Renault était déjà dans une situation difficile avant la crise, ca risque pas d'arranger les choses.

Une fois la crise sanitaire passée (dont on ne connait toujours pas la date de fin) et les éventuels impacts économiques (dont on ne connait toujours pas l'ampleur), je doute que la confiance des consommateurs remontent en flèche pour aller commander, à nouveau, en masse des voitures ... encore plus si le consommateur s'est pris un licenciement économique dans la gueule.

Bref, la consommation "quotidienne" reviendra rapidement après la fin de la crise ... mais pour les grosses dépenses comme changer / acheter de voiture, la traversée du désert sera plus longue.

Pas sûr car :

1- quand la mort rode tu changes de philosophie et tu ne reportes pas à plus tard les plaisirs que tu pourrais t'offrir aujourd'hui.

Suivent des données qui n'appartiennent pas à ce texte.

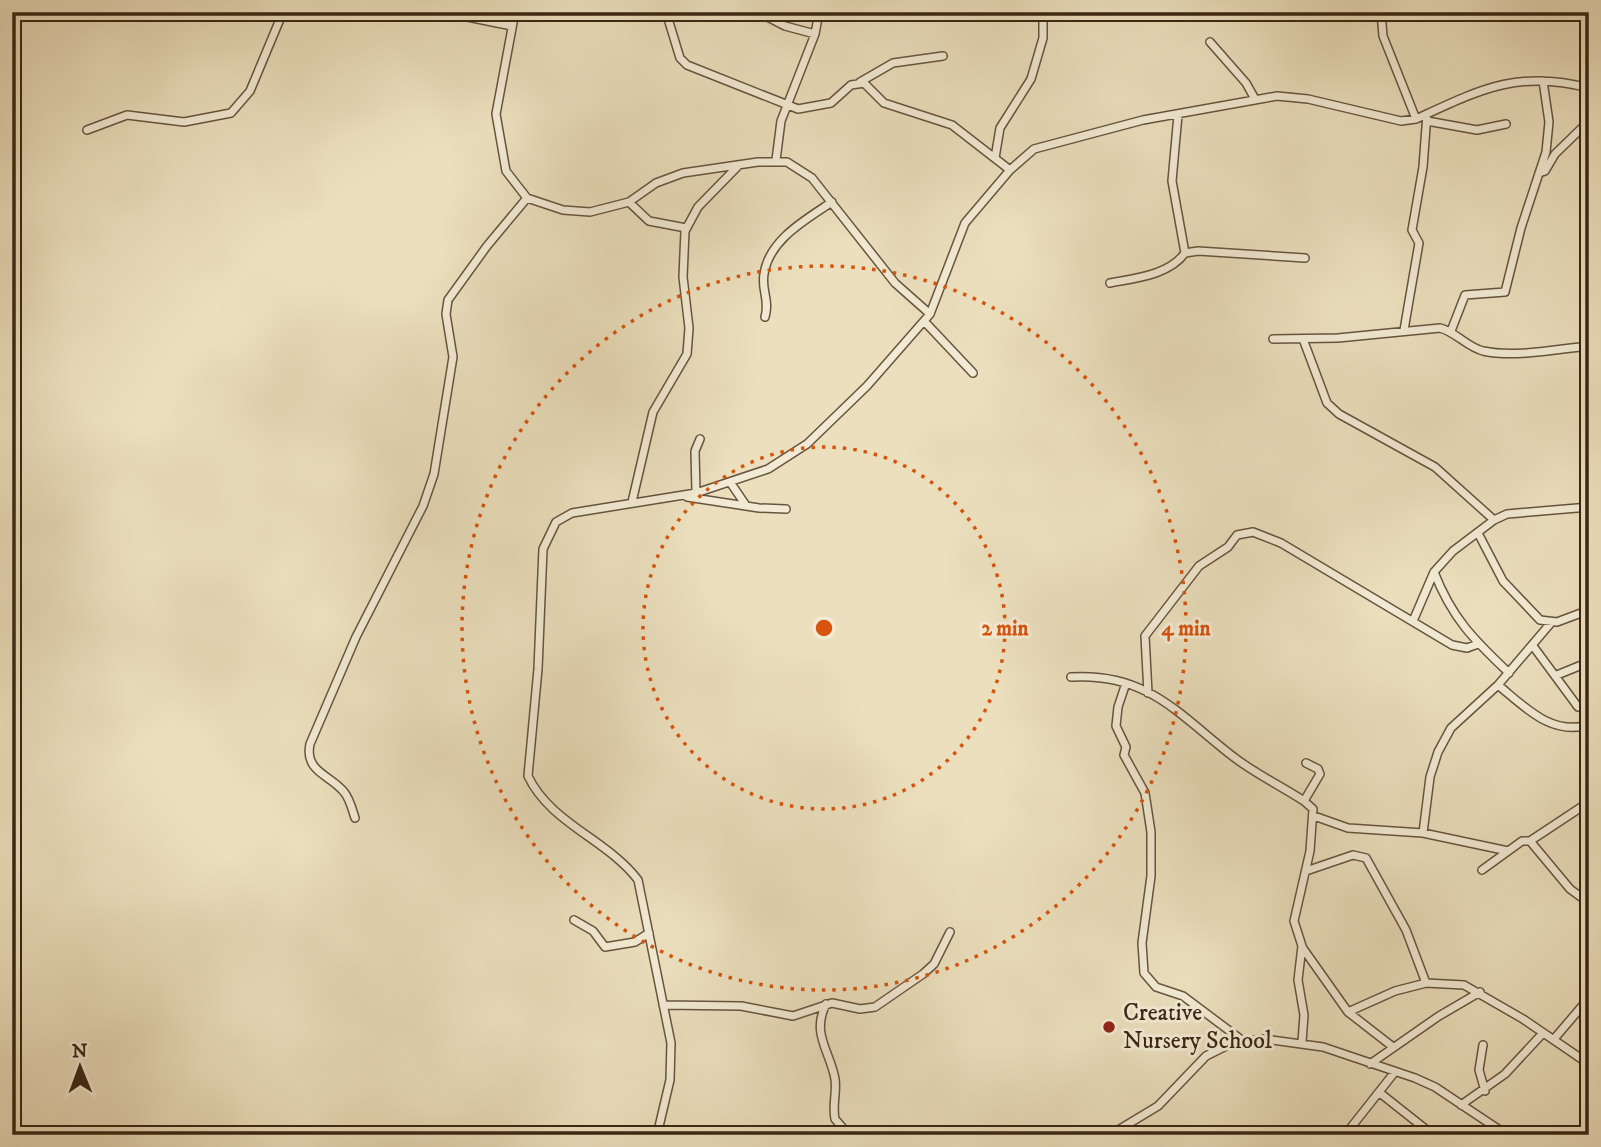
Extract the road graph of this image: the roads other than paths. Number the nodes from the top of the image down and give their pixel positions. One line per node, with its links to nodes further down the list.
1 (282, 12): 24 (street)
2 (443, 12): 9 (street)
3 (515, 12): 10 (street)
4 (666, 12): 18 (street)
5 (758, 12): 11 (street)
6 (819, 12): 11 (street)
7 (1043, 12): 25 (street)
8 (1381, 12): 21 (street)
9 (463, 15): 10 (street)
10 (512, 26): 30 (street)
11 (815, 34): 18 (street)
12 (1210, 42): 17 (street)
13 (943, 56): 15 (street)
14 (1543, 81): 16 (street); 20 (street); 29 (street)
15 (860, 82): 18 (street); 25 (street)
16 (1589, 88)
17 (1255, 99): 19 (street); 21 (street)
18 (788, 106): 26 (street)
19 (1178, 115): 28 (street); 34 (street)
20 (1427, 118): 21 (street); 23 (street); 40 (street)
21 (1416, 119)
22 (1589, 121): 29 (street)
23 (1506, 124)
24 (87, 131)
25 (995, 158): 28 (street)
26 (776, 160): 27 (street); 32 (street)
27 (738, 166): 31 (street); 33 (street)
28 (1010, 170): 37 (street)
29 (1539, 173): 41 (street)
30 (527, 198): 31 (street); 75 (street)
31 (628, 201): 33 (street)
32 (832, 202): 37 (street); 38 (street)
33 (686, 228): 50 (street)
34 (1185, 253): 35 (street); 36 (street)
35 (1305, 258)
36 (1110, 283)
37 (930, 314): 39 (street)
38 (765, 317)
39 (924, 321): 45 (street); 47 (street)
40 (1404, 330): 41 (street); 43 (street)
41 (1451, 331): 44 (street)
42 (1273, 339): 43 (street)
43 (1303, 339): 54 (street)
44 (1589, 346)
45 (973, 373)
46 (701, 439): 48 (street)
47 (730, 482): 48 (street); 51 (street)
48 (696, 493): 49 (street)
49 (683, 496): 50 (street); 51 (street)
50 (632, 502): 84 (street)
51 (745, 504): 53 (street)
52 (1589, 507): 54 (street)
53 (786, 509)
54 (1494, 520): 55 (street)
55 (1478, 533): 56 (street); 59 (street)
56 (1434, 572): 58 (street); 60 (street)
57 (1589, 610): 59 (street)
58 (1413, 621): 60 (street); 68 (street)
59 (1550, 624): 61 (street)
60 (1478, 644): 63 (street)
61 (1533, 646): 63 (street); 64 (street)
62 (1589, 662): 64 (street)
63 (1509, 673): 67 (street)
64 (1557, 675): 69 (street)
65 (1071, 677): 66 (street)
66 (1126, 683): 68 (street); 94 (street)
67 (1498, 685): 70 (street); 76 (street)
68 (1148, 693): 72 (street)
69 (1589, 706)
70 (1589, 724)
71 (1306, 763): 72 (street)
72 (1304, 800): 74 (street)
73 (1589, 802): 77 (street)
74 (1314, 816): 76 (street); 80 (street)
75 (355, 818)
76 (1423, 833): 78 (street)
77 (1530, 841): 78 (street); 81 (street)
78 (1508, 851): 79 (street)
79 (1482, 870)
80 (1306, 871): 85 (street); 86 (street)
81 (1589, 902)
82 (574, 920): 84 (street)
83 (950, 932): 89 (street)
84 (649, 933): 90 (street)
85 (1302, 946): 91 (street); 95 (street)
86 (1426, 983): 87 (street); 91 (street)
87 (1480, 992): 92 (street); 97 (street)
88 (1589, 998): 93 (street)
89 (826, 1004): 90 (street); 106 (street)
90 (663, 1005): 105 (street)
91 (1348, 1012): 97 (street)
92 (1543, 1033): 93 (street); 101 (street)
93 (1554, 1040): 99 (street)
94 (1243, 1041): 95 (street); 104 (street)
95 (1303, 1042): 98 (street)
96 (1483, 1045): 101 (street)
97 (1393, 1047): 98 (street)
98 (1370, 1064): 100 (street)
99 (1589, 1064)
100 (1394, 1073): 102 (street); 103 (street)
101 (1485, 1091): 103 (street)
102 (1380, 1093): 108 (street); 109 (street)
103 (1461, 1105): 110 (street)
104 (1129, 1131): 107 (street)
105 (657, 1135)
106 (849, 1135)
107 (1110, 1135)
108 (1345, 1135)
109 (1433, 1135)
110 (1507, 1135)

2- En cas de crise globale l'argent en banque n'est pas garanti. Si tu achètes une voiture ben au moins t'as une voiture. Surtout qu'avec toutes les liquidités qui arrivent il devrait y avoir de l'inflation donc les épargnants vont être rincés.

Par

En réponse à pdumoulin

En 2008 il avait fallu 3 ans pour sortir de la crise, le marché n'avait eu un rebond qu'en 2011, les experts économiques disent déjà que 2020 sera pire que 2008, donc la relance n'est pas pour demain, il ne faut pas rêver.

C'est totalement différent.

Une crise financière n'a rien à voir avec une crise sanitaire au niveau économique.

Une crise sanitaire va avoir des répercussions similaires à une crise politique (guerre) au niveau de l'économie.

C'est simplement dû au fait qu'une épidémie, tout comme une guerre, à un début et une fin facile à établir. Alors que pour une crise financière il est difficile de déterminer la fin de la crise, ce qui pousse les investisseurs à retarder leurs investissements.

Quand le COVID19 sera maîtrisé à l'échelle mondiale, l'économie repartira de plus belle. Alors certes il faudra peut-être 1 an pour retourner à un rythme de croisière, mais ça repartira plus vite qu'en 2008.